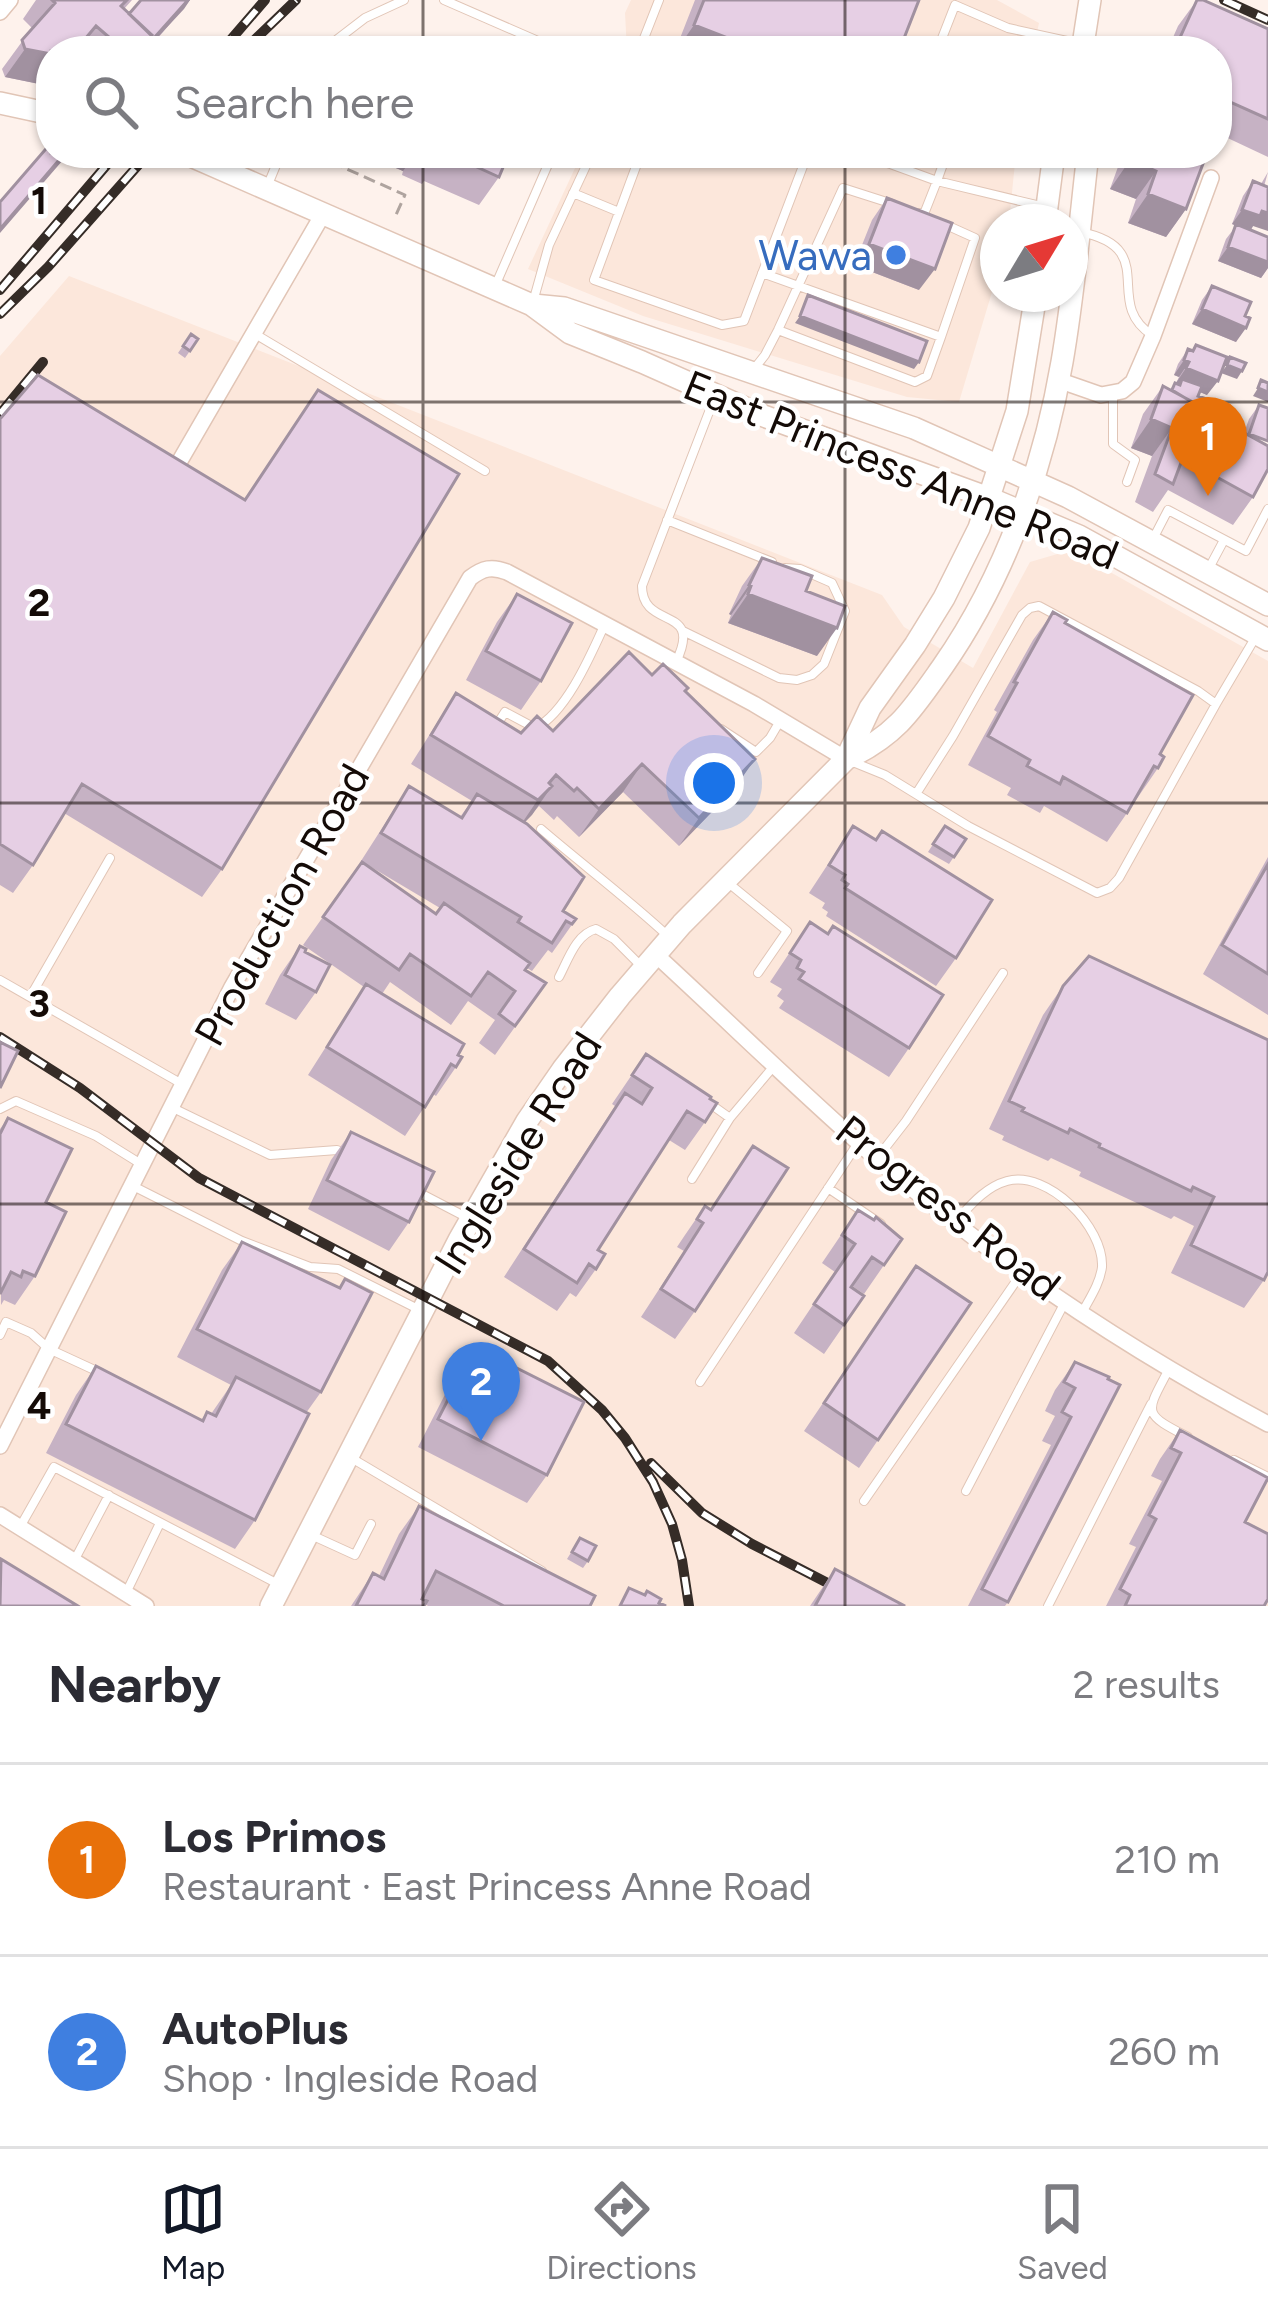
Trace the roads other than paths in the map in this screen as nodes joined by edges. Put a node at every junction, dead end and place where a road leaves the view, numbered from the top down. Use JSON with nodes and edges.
{"nodes":[{"id":1,"x":10,"y":0,"type":"edge"},
{"id":2,"x":404,"y":0,"type":"edge"},
{"id":3,"x":444,"y":0,"type":"edge"},
{"id":4,"x":659,"y":0,"type":"edge"},
{"id":5,"x":1090,"y":0,"type":"edge"},
{"id":6,"x":953,"y":3,"type":"edge"},
{"id":7,"x":0,"y":11,"type":"edge"},
{"id":8,"x":341,"y":36,"type":"edge"},
{"id":9,"x":527,"y":36,"type":"edge"},
{"id":10,"x":644,"y":36,"type":"edge"},
{"id":11,"x":942,"y":36,"type":"edge"},
{"id":12,"x":1037,"y":36,"type":"edge"},
{"id":13,"x":1085,"y":36,"type":"edge"},
{"id":14,"x":0,"y":103,"type":"edge"},
{"id":15,"x":36,"y":111,"type":"edge"},
{"id":16,"x":238,"y":168,"type":"edge"},
{"id":17,"x":275,"y":168,"type":"edge"},
{"id":18,"x":546,"y":168,"type":"edge"},
{"id":19,"x":585,"y":168,"type":"edge"},
{"id":20,"x":635,"y":168,"type":"edge"},
{"id":21,"x":802,"y":168,"type":"edge"},
{"id":22,"x":901,"y":168,"type":"edge"},
{"id":23,"x":942,"y":168,"type":"edge"},
{"id":24,"x":1052,"y":168,"type":"edge"},
{"id":25,"x":1086,"y":168,"type":"edge"},
{"id":26,"x":1211,"y":178,"type":"dead end"},
{"id":27,"x":937,"y":181,"type":"junction"},
{"id":28,"x":266,"y":189,"type":"junction"},
{"id":29,"x":573,"y":193,"type":"junction"},
{"id":30,"x":1011,"y":204,"type":"edge"},
{"id":31,"x":1047,"y":204,"type":"edge"},
{"id":32,"x":1082,"y":204,"type":"edge"},
{"id":33,"x":619,"y":212,"type":"junction"},
{"id":34,"x":323,"y":214,"type":"junction"},
{"id":35,"x":924,"y":214,"type":"junction"},
{"id":36,"x":1088,"y":234,"type":"edge"},
{"id":37,"x":762,"y":272,"type":"junction"},
{"id":38,"x":798,"y":287,"type":"junction"},
{"id":39,"x":494,"y":289,"type":"junction"},
{"id":40,"x":532,"y":305,"type":"junction"},
{"id":41,"x":1034,"y":312,"type":"edge"},
{"id":42,"x":1067,"y":312,"type":"edge"},
{"id":43,"x":778,"y":331,"type":"junction"},
{"id":44,"x":254,"y":333,"type":"junction"},
{"id":45,"x":1154,"y":336,"type":"junction"},
{"id":46,"x":941,"y":337,"type":"junction"},
{"id":47,"x":752,"y":371,"type":"junction"},
{"id":48,"x":1058,"y":380,"type":"junction"},
{"id":49,"x":1113,"y":394,"type":"junction"},
{"id":50,"x":723,"y":398,"type":"junction"},
{"id":51,"x":1000,"y":465,"type":"junction"},
{"id":52,"x":174,"y":471,"type":"edge"},
{"id":53,"x":484,"y":471,"type":"dead end"},
{"id":54,"x":1031,"y":480,"type":"junction"},
{"id":55,"x":1127,"y":482,"type":"dead end"},
{"id":56,"x":989,"y":498,"type":"junction"},
{"id":57,"x":1268,"y":509,"type":"edge"},
{"id":58,"x":1022,"y":511,"type":"junction"},
{"id":59,"x":667,"y":520,"type":"junction"},
{"id":60,"x":1224,"y":540,"type":"junction"},
{"id":61,"x":1151,"y":542,"type":"junction"},
{"id":62,"x":1207,"y":572,"type":"junction"},
{"id":63,"x":1268,"y":605,"type":"edge"},
{"id":64,"x":605,"y":625,"type":"junction"},
{"id":65,"x":683,"y":632,"type":"junction"},
{"id":66,"x":1265,"y":638,"type":"edge"},
{"id":67,"x":675,"y":663,"type":"junction"},
{"id":68,"x":1216,"y":704,"type":"junction"},
{"id":69,"x":705,"y":718,"type":"edge"},
{"id":70,"x":781,"y":720,"type":"junction"},
{"id":71,"x":494,"y":731,"type":"edge"},
{"id":72,"x":846,"y":759,"type":"junction"},
{"id":73,"x":916,"y":794,"type":"junction"},
{"id":74,"x":541,"y":829,"type":"edge"},
{"id":75,"x":110,"y":858,"type":"dead end"},
{"id":76,"x":724,"y":880,"type":"junction"},
{"id":77,"x":656,"y":953,"type":"junction"},
{"id":78,"x":758,"y":973,"type":"dead end"},
{"id":79,"x":1003,"y":973,"type":"dead end"},
{"id":80,"x":560,"y":977,"type":"dead end"},
{"id":81,"x":0,"y":980,"type":"edge"},
{"id":82,"x":30,"y":998,"type":"junction"},
{"id":83,"x":775,"y":1065,"type":"junction"},
{"id":84,"x":183,"y":1084,"type":"junction"},
{"id":85,"x":698,"y":1096,"type":"edge"},
{"id":86,"x":171,"y":1107,"type":"junction"},
{"id":87,"x":0,"y":1109,"type":"edge"},
{"id":88,"x":730,"y":1118,"type":"junction"},
{"id":89,"x":858,"y":1142,"type":"junction"},
{"id":90,"x":877,"y":1159,"type":"junction"},
{"id":91,"x":356,"y":1160,"type":"edge"},
{"id":92,"x":142,"y":1164,"type":"junction"},
{"id":93,"x":692,"y":1179,"type":"dead end"},
{"id":94,"x":132,"y":1185,"type":"junction"},
{"id":95,"x":828,"y":1188,"type":"junction"},
{"id":96,"x":413,"y":1190,"type":"edge"},
{"id":97,"x":471,"y":1220,"type":"junction"},
{"id":98,"x":955,"y":1222,"type":"junction"},
{"id":99,"x":893,"y":1232,"type":"edge"},
{"id":100,"x":1022,"y":1272,"type":"junction"},
{"id":101,"x":1065,"y":1301,"type":"junction"},
{"id":102,"x":422,"y":1311,"type":"junction"},
{"id":103,"x":1082,"y":1312,"type":"junction"},
{"id":104,"x":0,"y":1335,"type":"edge"},
{"id":105,"x":49,"y":1349,"type":"junction"},
{"id":106,"x":1170,"y":1368,"type":"junction"},
{"id":107,"x":114,"y":1379,"type":"edge"},
{"id":108,"x":700,"y":1382,"type":"dead end"},
{"id":109,"x":1151,"y":1404,"type":"junction"},
{"id":110,"x":1267,"y":1420,"type":"edge"},
{"id":111,"x":3,"y":1434,"type":"edge"},
{"id":112,"x":1195,"y":1440,"type":"edge"},
{"id":113,"x":347,"y":1456,"type":"junction"},
{"id":114,"x":1231,"y":1459,"type":"edge"},
{"id":115,"x":1268,"y":1477,"type":"edge"},
{"id":116,"x":966,"y":1491,"type":"dead end"},
{"id":117,"x":109,"y":1495,"type":"junction"},
{"id":118,"x":864,"y":1501,"type":"dead end"},
{"id":119,"x":0,"y":1515,"type":"edge"},
{"id":120,"x":160,"y":1523,"type":"junction"},
{"id":121,"x":370,"y":1524,"type":"dead end"},
{"id":122,"x":20,"y":1528,"type":"junction"},
{"id":123,"x":308,"y":1533,"type":"junction"},
{"id":124,"x":74,"y":1562,"type":"junction"},
{"id":125,"x":544,"y":1571,"type":"edge"},
{"id":126,"x":126,"y":1593,"type":"junction"},
{"id":127,"x":276,"y":1596,"type":"edge"},
{"id":128,"x":146,"y":1606,"type":"edge"},
{"id":129,"x":1048,"y":1606,"type":"edge"}],
"edges":[{"from":1,"to":7,"type":"street"},
{"from":2,"to":8,"type":"lane"},
{"from":3,"to":9,"type":"lane"},
{"from":4,"to":10,"type":"lane"},
{"from":5,"to":13,"type":"street"},
{"from":6,"to":11,"type":"lane"},
{"from":6,"to":12,"type":"lane"},
{"from":14,"to":15,"type":"street"},
{"from":16,"to":28,"type":"street","name":"East Princess Anne Road"},
{"from":17,"to":28,"type":"lane"},
{"from":18,"to":39,"type":"lane"},
{"from":19,"to":29,"type":"lane"},
{"from":20,"to":33,"type":"lane"},
{"from":21,"to":37,"type":"lane"},
{"from":22,"to":27,"type":"lane"},
{"from":23,"to":27,"type":"lane"},
{"from":24,"to":31,"type":"street"},
{"from":25,"to":32,"type":"street","name":"Ingleside Road"},
{"from":26,"to":45,"type":"street"},
{"from":27,"to":30,"type":"lane"},
{"from":27,"to":35,"type":"lane"},
{"from":28,"to":34,"type":"street","name":"East Princess Anne Road"},
{"from":29,"to":33,"type":"lane"},
{"from":29,"to":40,"type":"lane"},
{"from":33,"to":37,"type":"lane"},
{"from":34,"to":39,"type":"street","name":"East Princess Anne Road"},
{"from":34,"to":44,"type":"street"},
{"from":35,"to":38,"type":"lane"},
{"from":35,"to":46,"type":"lane"},
{"from":36,"to":45,"type":"lane"},
{"from":37,"to":38,"type":"lane"},
{"from":38,"to":43,"type":"lane"},
{"from":38,"to":46,"type":"lane"},
{"from":39,"to":40,"type":"street","name":"East Princess Anne Road"},
{"from":40,"to":47,"type":"street","name":"East Princess Anne Road"},
{"from":40,"to":50,"type":"street","name":"East Princess Anne Road"},
{"from":41,"to":51,"type":"street","name":"Ingleside Road"},
{"from":42,"to":48,"type":"street","name":"Ingleside Road"},
{"from":43,"to":46,"type":"lane"},
{"from":43,"to":47,"type":"lane"},
{"from":44,"to":52,"type":"street"},
{"from":44,"to":53,"type":"lane"},
{"from":45,"to":49,"type":"street"},
{"from":47,"to":51,"type":"street","name":"East Princess Anne Road"},
{"from":48,"to":49,"type":"street"},
{"from":48,"to":54,"type":"street","name":"Ingleside Road"},
{"from":49,"to":55,"type":"lane"},
{"from":50,"to":56,"type":"street","name":"East Princess Anne Road"},
{"from":50,"to":59,"type":"lane"},
{"from":51,"to":54,"type":"street","name":"East Princess Anne Road"},
{"from":51,"to":56,"type":"street","name":"Ingleside Road"},
{"from":54,"to":58,"type":"street","name":"Ingleside Road"},
{"from":54,"to":61,"type":"street","name":"East Princess Anne Road"},
{"from":56,"to":58,"type":"street","name":"East Princess Anne Road"},
{"from":56,"to":72,"type":"street","name":"Ingleside Road"},
{"from":57,"to":60,"type":"lane"},
{"from":58,"to":66,"type":"street","name":"East Princess Anne Road"},
{"from":58,"to":72,"type":"street","name":"Ingleside Road"},
{"from":59,"to":65,"type":"lane"},
{"from":59,"to":65,"type":"lane"},
{"from":60,"to":61,"type":"lane"},
{"from":60,"to":62,"type":"lane"},
{"from":61,"to":62,"type":"street","name":"East Princess Anne Road"},
{"from":62,"to":63,"type":"street","name":"East Princess Anne Road"},
{"from":64,"to":67,"type":"street","name":"Production Road"},
{"from":64,"to":71,"type":"lane"},
{"from":64,"to":84,"type":"street","name":"Production Road"},
{"from":65,"to":67,"type":"lane"},
{"from":66,"to":68,"type":"lane"},
{"from":67,"to":70,"type":"street","name":"Production Road"},
{"from":68,"to":73,"type":"lane"},
{"from":68,"to":73,"type":"lane"},
{"from":69,"to":70,"type":"lane"},
{"from":70,"to":72,"type":"street","name":"Production Road"},
{"from":72,"to":73,"type":"lane"},
{"from":72,"to":76,"type":"street","name":"Ingleside Road"},
{"from":74,"to":77,"type":"lane"},
{"from":75,"to":82,"type":"lane"},
{"from":76,"to":77,"type":"street","name":"Ingleside Road"},
{"from":76,"to":78,"type":"lane"},
{"from":77,"to":80,"type":"lane"},
{"from":77,"to":83,"type":"street","name":"Progress Road"},
{"from":77,"to":97,"type":"street","name":"Ingleside Road"},
{"from":79,"to":90,"type":"lane"},
{"from":81,"to":82,"type":"lane"},
{"from":82,"to":84,"type":"lane"},
{"from":83,"to":88,"type":"lane"},
{"from":83,"to":89,"type":"street","name":"Progress Road"},
{"from":84,"to":86,"type":"street","name":"Production Road"},
{"from":85,"to":88,"type":"lane"},
{"from":86,"to":91,"type":"lane"},
{"from":86,"to":92,"type":"street","name":"Production Road"},
{"from":87,"to":92,"type":"lane"},
{"from":88,"to":93,"type":"lane"},
{"from":89,"to":90,"type":"street","name":"Progress Road"},
{"from":89,"to":95,"type":"lane"},
{"from":90,"to":98,"type":"street","name":"Progress Road"},
{"from":92,"to":94,"type":"street","name":"Production Road"},
{"from":94,"to":102,"type":"lane"},
{"from":94,"to":105,"type":"street","name":"Production Road"},
{"from":95,"to":99,"type":"lane"},
{"from":95,"to":108,"type":"lane"},
{"from":96,"to":97,"type":"lane"},
{"from":97,"to":102,"type":"street","name":"Ingleside Road"},
{"from":98,"to":100,"type":"street","name":"Progress Road"},
{"from":98,"to":103,"type":"lane"},
{"from":100,"to":101,"type":"street","name":"Progress Road"},
{"from":100,"to":118,"type":"lane"},
{"from":101,"to":103,"type":"street","name":"Progress Road"},
{"from":101,"to":116,"type":"lane"},
{"from":102,"to":113,"type":"street","name":"Ingleside Road"},
{"from":103,"to":106,"type":"street","name":"Progress Road"},
{"from":104,"to":105,"type":"lane"},
{"from":105,"to":107,"type":"lane"},
{"from":105,"to":111,"type":"street","name":"Production Road"},
{"from":106,"to":109,"type":"lane"},
{"from":106,"to":110,"type":"street","name":"Progress Road"},
{"from":109,"to":112,"type":"lane"},
{"from":109,"to":129,"type":"lane"},
{"from":113,"to":123,"type":"street","name":"Ingleside Road"},
{"from":113,"to":125,"type":"lane"},
{"from":114,"to":115,"type":"lane"},
{"from":117,"to":120,"type":"lane"},
{"from":117,"to":122,"type":"lane"},
{"from":117,"to":124,"type":"lane"},
{"from":119,"to":122,"type":"street"},
{"from":120,"to":126,"type":"lane"},
{"from":120,"to":127,"type":"lane"},
{"from":121,"to":123,"type":"lane"},
{"from":122,"to":124,"type":"street"},
{"from":123,"to":127,"type":"street","name":"Ingleside Road"},
{"from":124,"to":126,"type":"street"},
{"from":126,"to":128,"type":"street"}]}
***
Required work: What lines above contain the word "Progress"? Please copy each one.

Exercise answer:
{"from":77,"to":83,"type":"street","name":"Progress Road"},
{"from":83,"to":89,"type":"street","name":"Progress Road"},
{"from":89,"to":90,"type":"street","name":"Progress Road"},
{"from":90,"to":98,"type":"street","name":"Progress Road"},
{"from":98,"to":100,"type":"street","name":"Progress Road"},
{"from":100,"to":101,"type":"street","name":"Progress Road"},
{"from":101,"to":103,"type":"street","name":"Progress Road"},
{"from":103,"to":106,"type":"street","name":"Progress Road"},
{"from":106,"to":110,"type":"street","name":"Progress Road"},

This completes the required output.